Friday Blog: Kid-Friendly – Gluten-Free on the Road
This month’s “What’s Up Doc?” article comes from Amie Valpone, HHC, AADP. Amie is a Manhattan based Private Chef, Culinary Marketing Consultant, Whole Living Expert, Professional Recipe Developer and Food Writer specializing in simple Gluten-Free ‘Clean’ recipes for the home cook. Amie is also the Publisher and Marketing Director of the online gluten-free magazine, Easy Eats. Chek out Amie’s blog: The Healthy Apple!
Some say it may be tough. But I find traveling ‘gluten-free’ pretty fun and easy.

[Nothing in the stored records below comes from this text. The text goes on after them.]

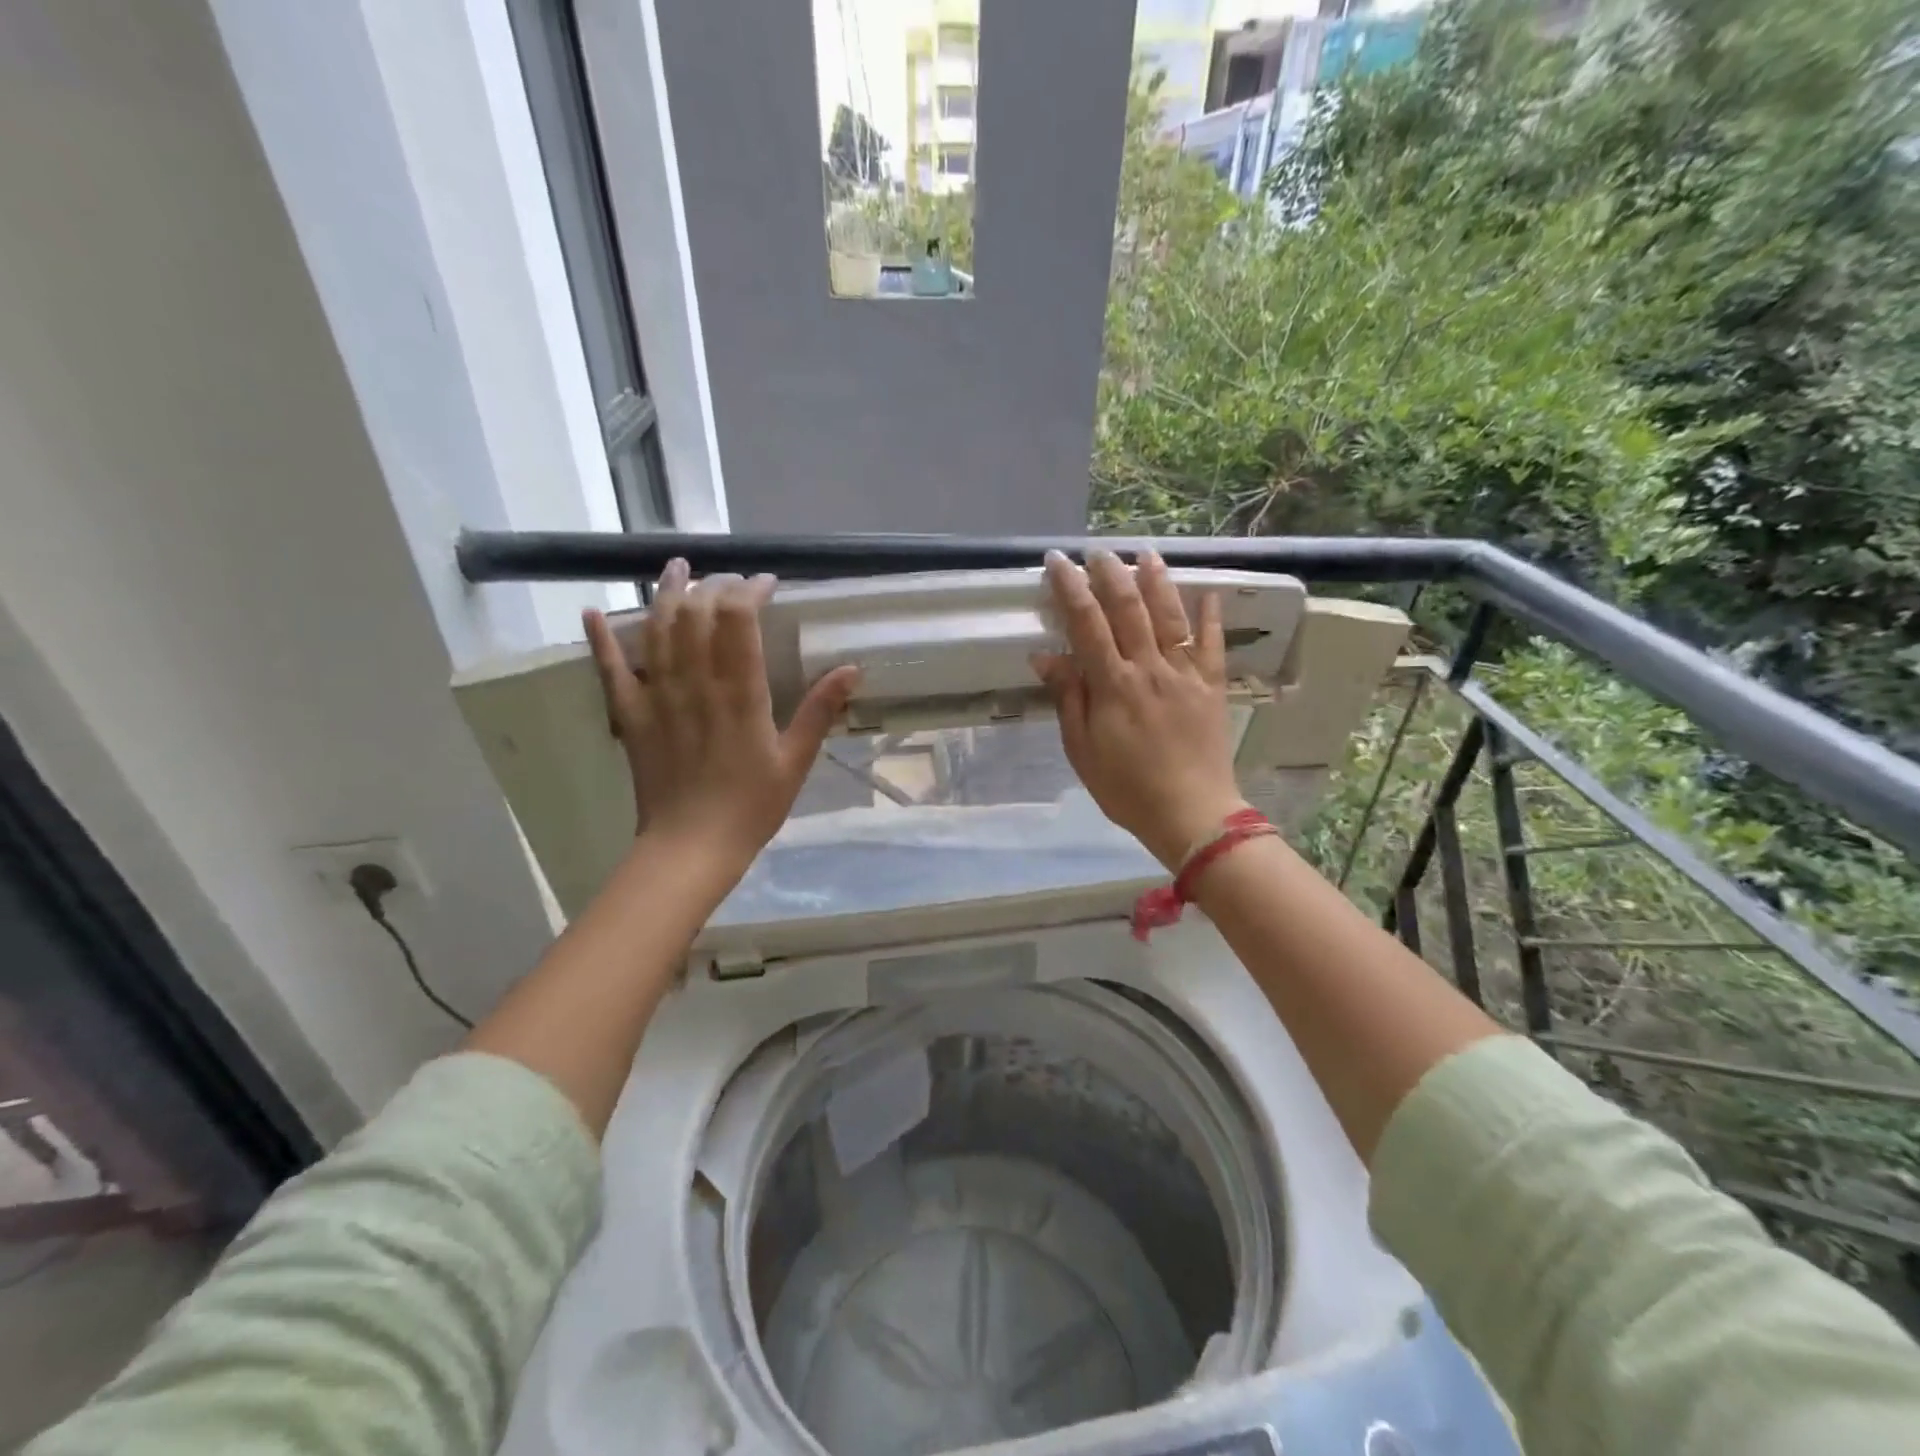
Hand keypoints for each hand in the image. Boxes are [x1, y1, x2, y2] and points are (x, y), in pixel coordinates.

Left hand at [584, 560, 859, 884]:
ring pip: (656, 629)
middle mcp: (694, 682)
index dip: (749, 590)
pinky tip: (593, 613)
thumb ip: (820, 710)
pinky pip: (609, 669)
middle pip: (696, 612)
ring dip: (664, 593)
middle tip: (730, 581)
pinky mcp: (630, 715)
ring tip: (676, 568)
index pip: (738, 618)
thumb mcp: (795, 760)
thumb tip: (851, 669)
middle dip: (713, 585)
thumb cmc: (751, 807)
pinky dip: (601, 639)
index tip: (766, 583)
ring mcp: (656, 695)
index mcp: (739, 692)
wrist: (690, 847)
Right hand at [1032, 548, 1247, 869]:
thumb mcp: (1083, 750)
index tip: (1057, 561)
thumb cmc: (1127, 788)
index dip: (1071, 588)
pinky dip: (1210, 617)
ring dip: (1157, 581)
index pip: (1086, 624)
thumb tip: (1046, 656)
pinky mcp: (1213, 687)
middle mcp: (1150, 668)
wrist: (1191, 815)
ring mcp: (1186, 675)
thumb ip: (1069, 698)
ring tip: (1146, 553)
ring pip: (1170, 616)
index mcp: (1113, 685)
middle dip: (1111, 574)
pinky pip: (1213, 644)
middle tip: (1098, 552)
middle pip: (1129, 609)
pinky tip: (1207, 594)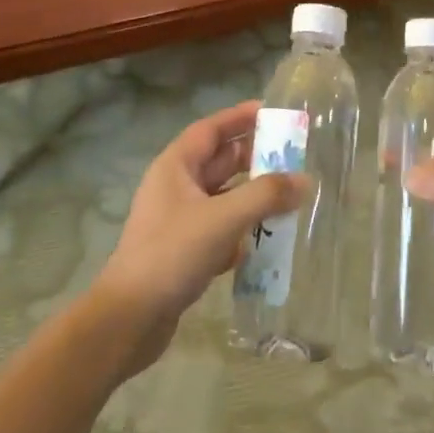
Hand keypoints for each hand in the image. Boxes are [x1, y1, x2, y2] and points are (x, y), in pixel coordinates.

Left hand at [91, 101, 304, 373]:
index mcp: (176, 167)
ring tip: (289, 197)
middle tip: (292, 157)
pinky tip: (266, 242)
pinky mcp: (184, 252)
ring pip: (223, 197)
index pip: (211, 129)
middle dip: (254, 158)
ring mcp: (178, 221)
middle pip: (220, 162)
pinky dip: (242, 231)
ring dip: (252, 197)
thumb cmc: (172, 254)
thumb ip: (266, 196)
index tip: (272, 112)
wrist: (129, 320)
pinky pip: (220, 229)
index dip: (240, 117)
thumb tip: (305, 180)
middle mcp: (176, 187)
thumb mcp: (223, 218)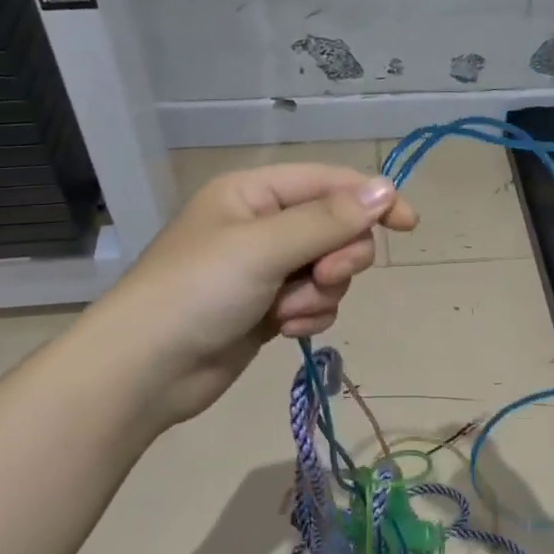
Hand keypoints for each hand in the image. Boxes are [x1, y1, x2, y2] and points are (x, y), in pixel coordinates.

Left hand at [95, 163, 417, 428]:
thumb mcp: (265, 247)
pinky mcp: (267, 308)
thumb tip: (386, 189)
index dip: (372, 199)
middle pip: (335, 228)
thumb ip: (328, 220)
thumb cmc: (198, 292)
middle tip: (323, 276)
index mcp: (255, 192)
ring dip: (319, 293)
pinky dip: (307, 316)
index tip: (409, 225)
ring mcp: (265, 269)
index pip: (329, 182)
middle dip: (337, 257)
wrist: (145, 371)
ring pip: (329, 270)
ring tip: (286, 313)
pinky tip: (281, 330)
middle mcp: (263, 224)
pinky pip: (314, 302)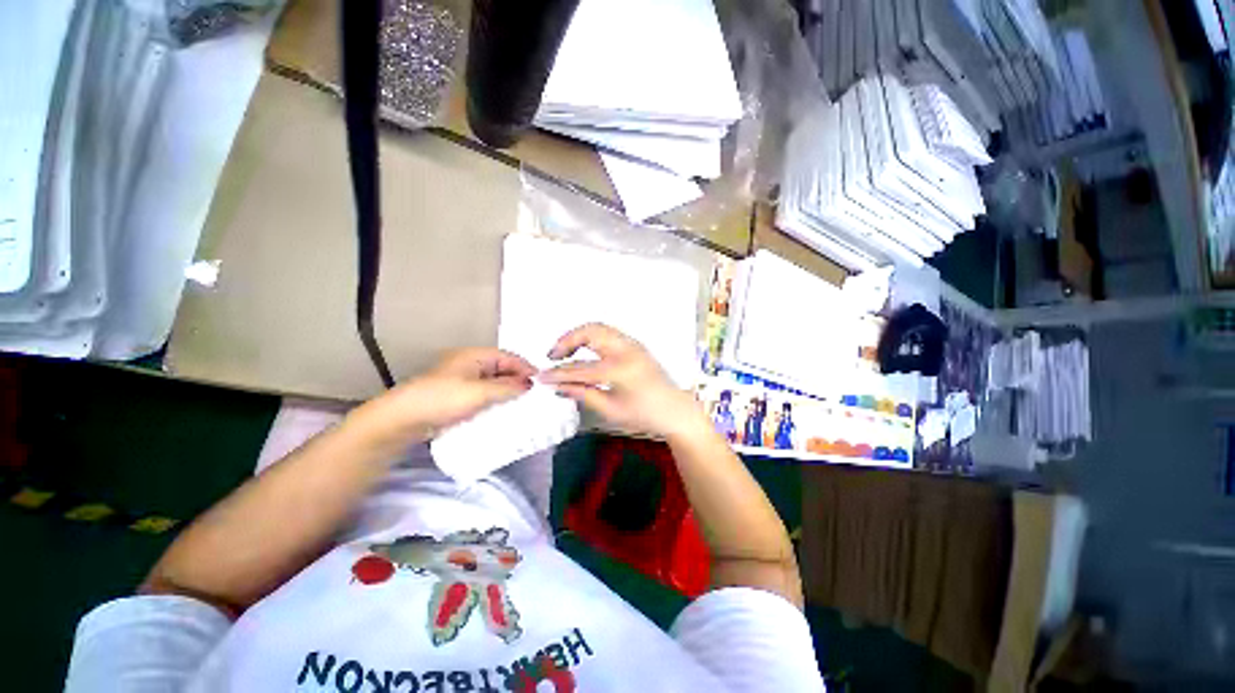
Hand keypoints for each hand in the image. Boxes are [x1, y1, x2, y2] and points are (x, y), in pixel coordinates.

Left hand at [353, 348, 535, 444]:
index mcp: (474, 356)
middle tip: (535, 394)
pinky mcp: (458, 396)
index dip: (525, 368)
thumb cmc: (442, 399)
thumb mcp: (479, 393)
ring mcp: (463, 380)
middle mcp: (470, 364)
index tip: (541, 381)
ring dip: (508, 391)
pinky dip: (496, 399)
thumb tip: (530, 384)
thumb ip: (507, 387)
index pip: (508, 357)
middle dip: (518, 379)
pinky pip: (484, 394)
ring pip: (493, 382)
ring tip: (524, 402)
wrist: (402, 420)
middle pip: (501, 368)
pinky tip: (504, 409)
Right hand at [540, 323, 706, 439]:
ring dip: (579, 336)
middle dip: (567, 341)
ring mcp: (633, 344)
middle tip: (553, 356)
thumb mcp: (611, 409)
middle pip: (590, 332)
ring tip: (565, 352)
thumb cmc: (644, 415)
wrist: (675, 410)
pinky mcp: (635, 344)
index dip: (558, 373)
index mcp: (620, 369)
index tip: (541, 376)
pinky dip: (591, 337)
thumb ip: (582, 394)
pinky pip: (608, 333)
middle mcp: (626, 349)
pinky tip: (584, 351)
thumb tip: (557, 386)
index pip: (580, 368)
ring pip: (599, 328)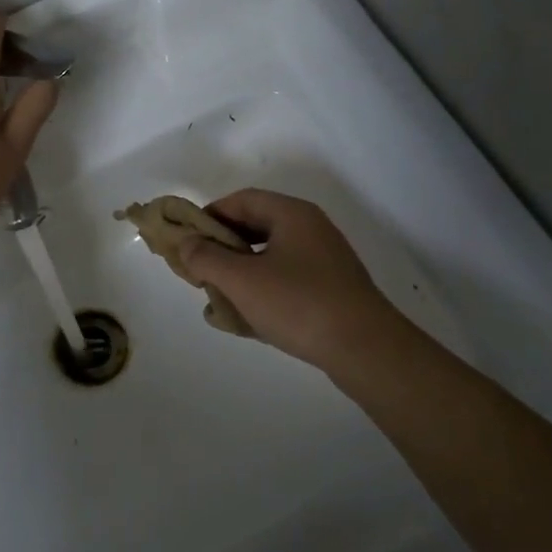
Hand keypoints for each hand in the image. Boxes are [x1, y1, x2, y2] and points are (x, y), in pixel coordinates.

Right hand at [177, 189, 409, 372]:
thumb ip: (207, 258)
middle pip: (255, 228)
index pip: (242, 200)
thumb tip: (185, 242)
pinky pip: (286, 282)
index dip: (209, 215)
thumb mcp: (242, 280)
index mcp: (292, 215)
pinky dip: (262, 293)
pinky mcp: (330, 291)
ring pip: (269, 258)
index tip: (186, 239)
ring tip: (215, 298)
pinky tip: (243, 320)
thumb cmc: (299, 304)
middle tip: (198, 269)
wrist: (366, 351)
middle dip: (222, 248)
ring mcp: (324, 261)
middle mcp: (310, 230)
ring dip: (239, 274)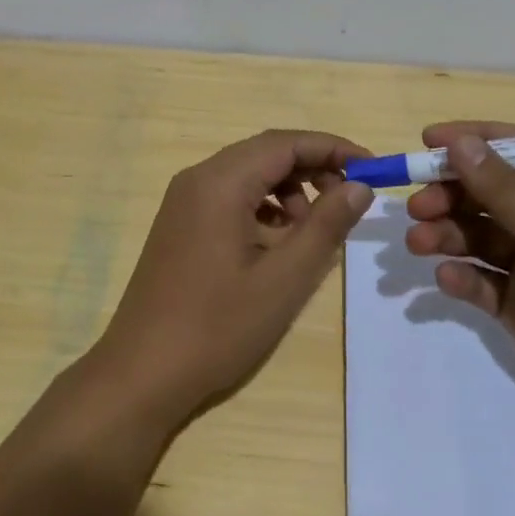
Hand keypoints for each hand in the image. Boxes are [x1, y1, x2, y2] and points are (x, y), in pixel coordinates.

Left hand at [92, 130, 373, 432]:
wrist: (141, 372)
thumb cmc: (217, 326)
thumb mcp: (284, 279)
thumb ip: (325, 226)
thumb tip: (359, 187)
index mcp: (220, 182)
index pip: (285, 143)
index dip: (332, 149)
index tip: (372, 169)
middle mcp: (197, 179)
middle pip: (265, 153)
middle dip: (312, 169)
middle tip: (349, 201)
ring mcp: (183, 201)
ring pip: (247, 175)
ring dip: (287, 191)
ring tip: (312, 233)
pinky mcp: (180, 224)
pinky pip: (229, 198)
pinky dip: (262, 209)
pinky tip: (277, 246)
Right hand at [405, 121, 514, 453]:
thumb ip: (504, 190)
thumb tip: (459, 143)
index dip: (472, 142)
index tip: (427, 141)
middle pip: (487, 193)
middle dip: (449, 195)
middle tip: (416, 207)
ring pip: (477, 237)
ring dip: (446, 235)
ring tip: (420, 243)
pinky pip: (482, 281)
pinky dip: (461, 278)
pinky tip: (449, 281)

It’s not so hard when you’ve been prepping snacks for flights, road trips or a day of on-the-go business meetings for many years. I’ve been packing food bags for my travel adventures for over ten years now. Who knew my methods also work well for traveling with kids.
Lots of fresh veggies, hard-boiled eggs, avocado, Greek yogurt, hummus, organic salt-free turkey slices and salsa. Create kale and nori wraps with these ingredients, roll them up and take a bite. You can also cook up a large batch of gluten-free grains such as brown or wild rice or quinoa. Toss them into containers and drizzle with olive oil, balsamic vinegar and fresh herbs for an easy and quick eat.
Not in the mood for grains? How about some beans? There are more beans out there in the food stores than you’ll know what to do with. Cook them up; toss them into a separate container, mix with salsa and guacamole and serve wrapped in your kale leaves or nori wraps – Simple, easy and healthy. You can also slice or chop up some sweet potatoes, place them onto a baking sheet with cinnamon, then bake to create your very own potato chips or fries. Serve with a side container of hummus or Square One Organics mango puree and you’ve got a great snack to hold you over during a lay-over.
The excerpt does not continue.